If we were putting it in a modern context, we could say An Israeli person is robbed, and a Palestinian saves their life. A liberal Democrat is robbed, and a conservative Republican saves their life. A white supremacist is robbed, and a black teenager saves their life. A fundamentalist preacher is robbed, and a trans person saves their life. Or if we want to really get down to it, a Red Sox player is robbed, and a Yankee fan saves their life.

Jesus was asking them to leave room for divine and world-altering surprises.

Whether we are talking first century Palestine or twenty-first century America, how we love one another is a live question, and that question keeps bumping up against the reality that we show our love by what we do for those who need us, and not just by seeing people in need and thinking about how much we love them. As most all of us can attest, thoughts and prayers, while essential, only go so far if they are not accompanied by something more tangible. We really begin to love each other when we act like it—when we do something.

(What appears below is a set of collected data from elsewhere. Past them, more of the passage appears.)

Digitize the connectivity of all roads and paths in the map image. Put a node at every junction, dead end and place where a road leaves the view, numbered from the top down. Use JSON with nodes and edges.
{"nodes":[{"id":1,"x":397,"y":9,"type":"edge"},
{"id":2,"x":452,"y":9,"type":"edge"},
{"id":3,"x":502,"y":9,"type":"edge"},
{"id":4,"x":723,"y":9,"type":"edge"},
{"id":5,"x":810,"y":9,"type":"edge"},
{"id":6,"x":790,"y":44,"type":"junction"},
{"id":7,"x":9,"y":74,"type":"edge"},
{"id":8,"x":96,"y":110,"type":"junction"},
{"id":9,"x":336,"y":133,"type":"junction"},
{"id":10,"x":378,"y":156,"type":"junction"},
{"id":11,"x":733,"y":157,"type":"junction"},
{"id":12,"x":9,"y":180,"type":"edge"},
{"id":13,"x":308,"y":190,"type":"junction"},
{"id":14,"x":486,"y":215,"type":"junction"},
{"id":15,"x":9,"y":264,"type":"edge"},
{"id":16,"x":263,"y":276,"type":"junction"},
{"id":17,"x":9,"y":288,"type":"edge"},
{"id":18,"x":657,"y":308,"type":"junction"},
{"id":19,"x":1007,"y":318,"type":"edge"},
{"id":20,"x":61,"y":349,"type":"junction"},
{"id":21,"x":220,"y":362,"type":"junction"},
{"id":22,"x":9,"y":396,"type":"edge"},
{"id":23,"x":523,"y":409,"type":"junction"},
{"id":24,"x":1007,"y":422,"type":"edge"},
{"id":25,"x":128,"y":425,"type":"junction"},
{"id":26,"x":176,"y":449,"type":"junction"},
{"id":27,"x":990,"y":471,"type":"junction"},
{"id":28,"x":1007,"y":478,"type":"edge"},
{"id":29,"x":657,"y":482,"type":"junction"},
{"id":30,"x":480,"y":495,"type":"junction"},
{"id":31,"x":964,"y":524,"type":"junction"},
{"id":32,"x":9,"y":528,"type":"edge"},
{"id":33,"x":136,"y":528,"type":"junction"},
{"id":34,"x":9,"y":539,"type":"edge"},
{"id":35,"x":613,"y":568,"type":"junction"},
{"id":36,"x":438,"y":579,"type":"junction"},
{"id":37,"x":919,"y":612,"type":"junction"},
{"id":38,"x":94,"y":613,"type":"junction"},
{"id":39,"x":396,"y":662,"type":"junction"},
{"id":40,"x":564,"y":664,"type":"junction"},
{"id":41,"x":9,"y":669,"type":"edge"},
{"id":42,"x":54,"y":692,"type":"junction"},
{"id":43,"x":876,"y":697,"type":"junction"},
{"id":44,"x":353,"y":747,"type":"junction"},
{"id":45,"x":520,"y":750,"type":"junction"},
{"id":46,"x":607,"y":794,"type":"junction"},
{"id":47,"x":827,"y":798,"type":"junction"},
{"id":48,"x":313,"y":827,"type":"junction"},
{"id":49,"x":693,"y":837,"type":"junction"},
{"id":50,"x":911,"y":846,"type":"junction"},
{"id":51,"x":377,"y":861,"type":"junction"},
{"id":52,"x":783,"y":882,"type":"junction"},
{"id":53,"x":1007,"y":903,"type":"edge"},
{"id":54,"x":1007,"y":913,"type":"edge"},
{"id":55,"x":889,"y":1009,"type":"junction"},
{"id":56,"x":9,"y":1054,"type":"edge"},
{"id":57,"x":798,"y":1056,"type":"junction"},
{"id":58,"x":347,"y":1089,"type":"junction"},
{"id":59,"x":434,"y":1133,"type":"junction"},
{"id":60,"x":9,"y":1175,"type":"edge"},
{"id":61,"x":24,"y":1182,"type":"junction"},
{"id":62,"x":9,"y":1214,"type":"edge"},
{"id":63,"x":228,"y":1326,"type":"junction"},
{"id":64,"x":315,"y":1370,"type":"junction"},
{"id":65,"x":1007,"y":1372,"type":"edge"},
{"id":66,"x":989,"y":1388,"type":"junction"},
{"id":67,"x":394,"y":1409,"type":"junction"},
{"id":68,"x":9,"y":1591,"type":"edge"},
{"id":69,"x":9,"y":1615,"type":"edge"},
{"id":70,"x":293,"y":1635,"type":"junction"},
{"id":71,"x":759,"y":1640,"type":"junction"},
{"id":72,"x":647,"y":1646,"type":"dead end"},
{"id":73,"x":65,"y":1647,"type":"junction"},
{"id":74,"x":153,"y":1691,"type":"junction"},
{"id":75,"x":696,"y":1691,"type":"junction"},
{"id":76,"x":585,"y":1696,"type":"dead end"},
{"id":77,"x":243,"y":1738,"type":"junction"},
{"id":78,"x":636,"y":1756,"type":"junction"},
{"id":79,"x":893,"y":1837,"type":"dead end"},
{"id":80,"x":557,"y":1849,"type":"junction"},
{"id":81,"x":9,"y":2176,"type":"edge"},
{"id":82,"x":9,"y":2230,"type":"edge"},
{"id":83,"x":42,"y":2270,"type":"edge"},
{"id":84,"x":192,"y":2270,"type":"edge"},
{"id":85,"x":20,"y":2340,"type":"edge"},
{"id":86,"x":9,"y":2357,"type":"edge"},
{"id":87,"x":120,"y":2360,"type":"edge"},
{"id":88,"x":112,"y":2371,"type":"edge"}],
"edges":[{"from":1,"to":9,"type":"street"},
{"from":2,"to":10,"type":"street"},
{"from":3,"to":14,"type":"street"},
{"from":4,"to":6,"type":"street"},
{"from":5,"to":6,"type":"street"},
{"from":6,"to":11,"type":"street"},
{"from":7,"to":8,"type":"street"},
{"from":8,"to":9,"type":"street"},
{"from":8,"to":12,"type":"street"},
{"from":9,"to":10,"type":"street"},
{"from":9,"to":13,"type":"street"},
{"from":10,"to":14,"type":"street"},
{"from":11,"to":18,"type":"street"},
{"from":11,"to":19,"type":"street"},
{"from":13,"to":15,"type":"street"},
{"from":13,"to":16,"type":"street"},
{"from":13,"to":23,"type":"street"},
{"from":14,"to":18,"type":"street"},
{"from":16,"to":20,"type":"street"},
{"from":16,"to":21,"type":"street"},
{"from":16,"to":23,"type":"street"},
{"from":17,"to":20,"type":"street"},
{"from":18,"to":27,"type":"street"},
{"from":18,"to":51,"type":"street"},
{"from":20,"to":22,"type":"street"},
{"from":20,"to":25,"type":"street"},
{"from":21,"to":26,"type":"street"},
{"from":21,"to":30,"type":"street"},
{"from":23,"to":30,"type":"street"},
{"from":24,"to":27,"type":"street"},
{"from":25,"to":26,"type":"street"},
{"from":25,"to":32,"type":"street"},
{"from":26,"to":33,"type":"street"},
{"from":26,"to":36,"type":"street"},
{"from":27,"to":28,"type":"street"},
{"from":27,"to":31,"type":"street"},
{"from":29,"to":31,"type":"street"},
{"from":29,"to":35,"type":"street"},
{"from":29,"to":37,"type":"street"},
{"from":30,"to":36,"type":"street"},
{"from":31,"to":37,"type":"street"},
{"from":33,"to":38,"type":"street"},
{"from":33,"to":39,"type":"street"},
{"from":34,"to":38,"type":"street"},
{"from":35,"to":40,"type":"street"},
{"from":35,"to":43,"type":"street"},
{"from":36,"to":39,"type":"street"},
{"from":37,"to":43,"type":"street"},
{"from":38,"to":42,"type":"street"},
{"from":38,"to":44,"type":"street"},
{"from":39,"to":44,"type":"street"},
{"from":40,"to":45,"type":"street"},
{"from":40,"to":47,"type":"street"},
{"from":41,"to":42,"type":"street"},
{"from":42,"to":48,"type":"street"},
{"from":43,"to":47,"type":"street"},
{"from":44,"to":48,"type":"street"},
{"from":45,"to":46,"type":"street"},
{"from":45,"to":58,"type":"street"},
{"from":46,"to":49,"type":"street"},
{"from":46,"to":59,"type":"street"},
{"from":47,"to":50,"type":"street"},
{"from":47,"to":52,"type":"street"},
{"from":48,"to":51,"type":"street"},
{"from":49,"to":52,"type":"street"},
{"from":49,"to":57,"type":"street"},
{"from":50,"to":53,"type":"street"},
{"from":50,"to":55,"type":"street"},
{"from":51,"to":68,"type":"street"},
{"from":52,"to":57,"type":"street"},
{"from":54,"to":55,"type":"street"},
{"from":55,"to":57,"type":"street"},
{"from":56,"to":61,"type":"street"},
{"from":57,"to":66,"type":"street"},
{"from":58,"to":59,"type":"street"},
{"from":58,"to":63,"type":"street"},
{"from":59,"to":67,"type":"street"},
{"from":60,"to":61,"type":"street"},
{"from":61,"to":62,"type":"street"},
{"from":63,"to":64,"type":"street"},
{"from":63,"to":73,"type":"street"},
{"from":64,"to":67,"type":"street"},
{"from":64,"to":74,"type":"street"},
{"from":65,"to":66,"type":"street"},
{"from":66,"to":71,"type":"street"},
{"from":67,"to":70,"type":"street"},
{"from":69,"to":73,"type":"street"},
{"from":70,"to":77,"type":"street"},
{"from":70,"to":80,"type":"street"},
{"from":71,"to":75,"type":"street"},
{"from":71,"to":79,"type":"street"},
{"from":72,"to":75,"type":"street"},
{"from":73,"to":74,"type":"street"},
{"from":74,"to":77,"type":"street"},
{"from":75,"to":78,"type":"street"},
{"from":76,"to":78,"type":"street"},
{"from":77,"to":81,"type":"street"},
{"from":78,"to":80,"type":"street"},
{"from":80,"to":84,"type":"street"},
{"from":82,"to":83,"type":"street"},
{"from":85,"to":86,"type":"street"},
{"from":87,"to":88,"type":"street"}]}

Commentator Kristin Berkley-Abbott says,

“This training of love for the world can start small. We might not start out by stopping for every stranger in need that we see or giving away all of our money and possessions or moving to the streets in solidarity with the homeless. We can start where we are. We can help out even when we don’t have to. We can stop keeping track of who has done what to wrong us or who is taking advantage of the system. Instead of keeping track of our losses, we can keep track of gratitude. We can share with people who haven’t had the lucky breaks that we have had. . . . It’s not enough, however, to love the people who are easy to love. It’s much harder to love those who have behaved in horrible ways. But we must love them too. In fact, it might be the more important task.”

Which takes me back to the parking lot. The main reason it has even become a thing for me, other than being frustrated when someone leaves cart blocking a parking spot, is that Big Y in Guilford hires a lot of special needs folks and they end up being the ones who have to retrieve the carts. I have watched them wrestle with the tangled mess left for them. One of the ways I deal with my indignation is to straighten out the carts in the corral when I can. A couple of weeks ago, I was doing that when a woman came up with her cart and I commented about my frustration, which led her to cut lose on a short swearing rant about the character of the other shoppers. Though I understood her anger, I didn’t share her rage.

I also didn’t know anything about her story or why the carts made her so angry. I have seen Ginger struggle with her anger when able-bodied people park in designated handicap spots. Not everyone knows her passion is so intense because her dear friend was paralyzed from the neck down after a car accident.

Rage doesn’t offer much possibility for redemption. The same can be said of fear. Compassion lies beyond our fear when we do the work to humanize one another.

Jesus didn’t tell the parable to embarrass the lawyer or incite enmity towards the two members of the clergy. He was telling those who were listening what it took to be a neighbor. One way to hear the story is that the place we best learn that is when we feel like we are the ones in the ditch because when we are wounded and hurting, what matters is not whose help we’d prefer, or whose way of practicing Christianity we like best, or whose politics we agree with. What matters is whether or not anyone will stop to offer kindness.

From there we can see that every wounded person—which means everyone—is our neighbor and is deserving of our compassion and kindness, if we are willing to notice them. Even those who don’t put their carts up. Amen.